Stress-strain curves of PA10T/1014(x%) copolymers.

Figure 9.

The mechanical properties and moisture content of PA10T/1014(x%) copolymers.

In addition, the melting temperature of PA9T is about 308 °C [14,43], which is almost the same with PA10T/1014 with 5% 1014 segment. However, the elongation at break of PA10T/1014 (5%) is much higher than PA9T, which is just 20% [23]. This indicated that the material of PA10T modified with 1,12-dodecanedicarboxylic acid as the comonomer has a more outstanding ductility than PA9T, though they possess similar heat-resistant properties.

Moisture content

Moisture content is usually used to characterize the hygroscopicity of materials, that is, the property of materials absorbing moisture in moist air, which is an important parameter for the usage of polyamide. In fact, the moisture content in the air can be used to evaluate the water absorption of polyamide. As shown in Figure 9, the moisture content of PA10T is 0.85%, and the moisture content of PA10T/1014 copolymers decreased with the content of 1014 units increasing. The amide bond on the polymer backbone is a hydrophilic group, which is the main water absorbing group of polyamide. Compared to PA10T, PA10T/1014 copolymers have lower amide bond density. As more and more terephthalic acid were replaced by 1,12-dodecanedicarboxylic acid, the amide bond density of copolymers got lower and lower.

Conclusions

Semiaromatic PA10T/1014 copolymers were successfully prepared through polycondensation reaction under high temperature and pressure.
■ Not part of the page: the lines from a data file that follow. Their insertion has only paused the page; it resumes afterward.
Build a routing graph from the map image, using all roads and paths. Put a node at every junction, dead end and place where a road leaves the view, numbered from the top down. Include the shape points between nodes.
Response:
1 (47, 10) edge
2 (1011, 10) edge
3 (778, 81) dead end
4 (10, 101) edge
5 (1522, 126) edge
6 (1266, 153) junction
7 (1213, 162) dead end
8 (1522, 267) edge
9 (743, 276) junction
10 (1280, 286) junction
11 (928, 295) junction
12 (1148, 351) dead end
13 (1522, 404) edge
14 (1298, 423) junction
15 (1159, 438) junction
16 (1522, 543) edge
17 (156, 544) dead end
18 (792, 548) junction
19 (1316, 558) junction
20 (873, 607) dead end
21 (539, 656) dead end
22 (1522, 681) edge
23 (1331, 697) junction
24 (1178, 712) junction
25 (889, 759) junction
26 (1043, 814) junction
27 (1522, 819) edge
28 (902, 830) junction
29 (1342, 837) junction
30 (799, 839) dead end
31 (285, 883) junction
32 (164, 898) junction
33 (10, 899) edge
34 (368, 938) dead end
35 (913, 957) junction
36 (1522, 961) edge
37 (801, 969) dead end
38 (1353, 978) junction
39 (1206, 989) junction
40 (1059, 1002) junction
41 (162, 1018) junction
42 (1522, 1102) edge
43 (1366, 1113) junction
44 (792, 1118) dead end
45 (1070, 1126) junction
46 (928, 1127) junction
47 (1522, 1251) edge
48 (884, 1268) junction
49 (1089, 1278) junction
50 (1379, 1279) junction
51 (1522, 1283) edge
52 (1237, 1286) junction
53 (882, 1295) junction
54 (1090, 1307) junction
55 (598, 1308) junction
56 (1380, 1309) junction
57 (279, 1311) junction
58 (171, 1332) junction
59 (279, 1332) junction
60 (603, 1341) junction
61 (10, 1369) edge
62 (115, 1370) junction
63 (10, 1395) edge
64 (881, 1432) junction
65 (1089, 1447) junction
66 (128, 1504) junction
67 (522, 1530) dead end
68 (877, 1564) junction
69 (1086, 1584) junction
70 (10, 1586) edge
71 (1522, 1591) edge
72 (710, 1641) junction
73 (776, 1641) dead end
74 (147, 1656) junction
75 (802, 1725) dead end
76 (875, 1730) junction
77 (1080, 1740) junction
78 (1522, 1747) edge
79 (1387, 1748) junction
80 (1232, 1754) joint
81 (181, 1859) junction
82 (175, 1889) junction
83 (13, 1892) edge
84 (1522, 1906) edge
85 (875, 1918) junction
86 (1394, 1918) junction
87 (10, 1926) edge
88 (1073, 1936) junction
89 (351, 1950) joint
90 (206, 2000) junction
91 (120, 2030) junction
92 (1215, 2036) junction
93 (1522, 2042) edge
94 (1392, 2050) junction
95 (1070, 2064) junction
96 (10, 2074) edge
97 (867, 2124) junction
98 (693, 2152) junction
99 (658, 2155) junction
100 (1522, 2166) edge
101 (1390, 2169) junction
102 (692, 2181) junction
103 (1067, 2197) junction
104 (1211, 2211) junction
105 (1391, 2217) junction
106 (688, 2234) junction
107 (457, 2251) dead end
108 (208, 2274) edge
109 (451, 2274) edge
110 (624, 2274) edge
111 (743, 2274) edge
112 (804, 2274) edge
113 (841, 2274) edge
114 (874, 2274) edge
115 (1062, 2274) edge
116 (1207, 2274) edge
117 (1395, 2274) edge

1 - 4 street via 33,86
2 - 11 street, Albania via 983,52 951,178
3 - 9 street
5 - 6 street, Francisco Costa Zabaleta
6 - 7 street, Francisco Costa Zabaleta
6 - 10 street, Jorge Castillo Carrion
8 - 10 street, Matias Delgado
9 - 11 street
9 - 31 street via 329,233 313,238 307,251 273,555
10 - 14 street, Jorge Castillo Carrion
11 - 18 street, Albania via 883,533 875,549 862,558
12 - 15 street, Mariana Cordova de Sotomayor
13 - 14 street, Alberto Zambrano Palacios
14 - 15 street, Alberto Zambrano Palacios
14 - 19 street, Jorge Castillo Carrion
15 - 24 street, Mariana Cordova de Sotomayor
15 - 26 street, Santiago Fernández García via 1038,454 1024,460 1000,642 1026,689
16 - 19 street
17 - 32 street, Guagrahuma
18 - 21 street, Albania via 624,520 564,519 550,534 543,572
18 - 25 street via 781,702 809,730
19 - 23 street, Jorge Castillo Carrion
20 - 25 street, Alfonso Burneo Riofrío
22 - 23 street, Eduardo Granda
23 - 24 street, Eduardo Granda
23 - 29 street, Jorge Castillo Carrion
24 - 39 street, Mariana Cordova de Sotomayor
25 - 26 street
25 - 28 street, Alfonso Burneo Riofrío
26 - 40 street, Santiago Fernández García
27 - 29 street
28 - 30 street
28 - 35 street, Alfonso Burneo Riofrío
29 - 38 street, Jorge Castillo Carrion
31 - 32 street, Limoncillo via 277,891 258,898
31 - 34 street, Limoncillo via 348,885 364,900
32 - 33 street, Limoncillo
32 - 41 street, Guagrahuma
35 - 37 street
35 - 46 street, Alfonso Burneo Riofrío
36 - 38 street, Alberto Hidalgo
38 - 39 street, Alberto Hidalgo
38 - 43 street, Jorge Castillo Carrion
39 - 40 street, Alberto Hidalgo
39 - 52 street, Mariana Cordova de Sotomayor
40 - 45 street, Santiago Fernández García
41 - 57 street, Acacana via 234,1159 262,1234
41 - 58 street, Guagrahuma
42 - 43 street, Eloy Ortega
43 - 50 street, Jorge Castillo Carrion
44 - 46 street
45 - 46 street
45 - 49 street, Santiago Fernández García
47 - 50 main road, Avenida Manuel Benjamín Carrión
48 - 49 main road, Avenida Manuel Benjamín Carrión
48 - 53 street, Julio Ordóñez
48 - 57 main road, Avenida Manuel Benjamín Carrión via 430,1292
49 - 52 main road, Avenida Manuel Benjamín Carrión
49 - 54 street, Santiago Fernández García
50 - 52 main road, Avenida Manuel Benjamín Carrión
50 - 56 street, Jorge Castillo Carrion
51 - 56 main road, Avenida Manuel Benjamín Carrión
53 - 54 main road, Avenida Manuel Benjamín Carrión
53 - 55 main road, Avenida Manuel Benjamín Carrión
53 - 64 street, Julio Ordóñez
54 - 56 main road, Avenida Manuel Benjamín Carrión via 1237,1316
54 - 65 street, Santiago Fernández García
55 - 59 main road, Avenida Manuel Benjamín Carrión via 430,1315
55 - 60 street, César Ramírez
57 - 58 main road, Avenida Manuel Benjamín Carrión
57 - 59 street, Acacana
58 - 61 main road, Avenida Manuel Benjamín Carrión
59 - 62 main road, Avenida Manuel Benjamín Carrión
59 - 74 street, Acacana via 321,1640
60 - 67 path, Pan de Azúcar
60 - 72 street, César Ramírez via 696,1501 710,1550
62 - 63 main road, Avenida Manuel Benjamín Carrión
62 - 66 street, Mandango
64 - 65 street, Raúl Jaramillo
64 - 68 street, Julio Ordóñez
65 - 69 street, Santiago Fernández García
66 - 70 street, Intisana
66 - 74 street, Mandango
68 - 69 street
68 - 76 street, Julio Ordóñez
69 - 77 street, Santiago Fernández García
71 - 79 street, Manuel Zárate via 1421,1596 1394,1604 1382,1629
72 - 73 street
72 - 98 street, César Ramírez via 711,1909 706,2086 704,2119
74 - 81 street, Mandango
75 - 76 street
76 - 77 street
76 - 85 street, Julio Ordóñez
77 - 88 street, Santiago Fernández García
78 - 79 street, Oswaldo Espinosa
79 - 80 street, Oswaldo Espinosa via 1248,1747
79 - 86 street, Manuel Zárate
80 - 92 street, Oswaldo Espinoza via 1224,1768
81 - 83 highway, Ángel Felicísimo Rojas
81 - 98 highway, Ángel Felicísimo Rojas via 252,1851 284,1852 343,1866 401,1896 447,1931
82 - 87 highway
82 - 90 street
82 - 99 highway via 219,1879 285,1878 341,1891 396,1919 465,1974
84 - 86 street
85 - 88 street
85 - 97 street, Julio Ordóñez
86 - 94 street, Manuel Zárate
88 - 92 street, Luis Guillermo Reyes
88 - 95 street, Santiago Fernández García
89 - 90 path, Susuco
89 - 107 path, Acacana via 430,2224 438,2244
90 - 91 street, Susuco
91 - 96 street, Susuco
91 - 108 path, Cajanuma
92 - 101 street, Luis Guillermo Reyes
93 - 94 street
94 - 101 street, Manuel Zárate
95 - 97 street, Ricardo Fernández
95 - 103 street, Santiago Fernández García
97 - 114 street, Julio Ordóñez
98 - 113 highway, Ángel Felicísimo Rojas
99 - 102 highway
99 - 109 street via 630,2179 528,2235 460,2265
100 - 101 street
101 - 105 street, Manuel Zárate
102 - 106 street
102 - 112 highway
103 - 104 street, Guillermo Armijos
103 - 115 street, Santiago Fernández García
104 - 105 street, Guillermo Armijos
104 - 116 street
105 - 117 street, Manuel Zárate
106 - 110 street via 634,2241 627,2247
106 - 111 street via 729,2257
FTIR and 1H-NMR spectra confirmed the chemical structure and X-ray diffraction patterns characterized the crystal structure. The Tm, Tc, Tg and Td were obtained by means of DSC, DMA and TGA, and all the values decreased with increasing the content of 1014 units, but the material’s processing window and using temperature range were broadened. Comparing with the PA10T, the tensile strength of PA10T/1014 copolymers decreased gradually from 80.02 to 72.95 MPa with the content of 1014 units increasing from 5 to 20 mol %, while the elongation at break increased obviously from 57 to 150%. And 10T/1014 copolyamides have lower moisture content than PA10T. To summarize, 10T/1014 copolyamides are a kind of heat-resistant engineering plastics with high elongation at break and low moisture content, which might have more applications in many fields.

Disclosure statement

No potential conflict of interest was reported by the authors.

Funding

This work was supported by the National Natural Science Foundation of China [grant number 51473175].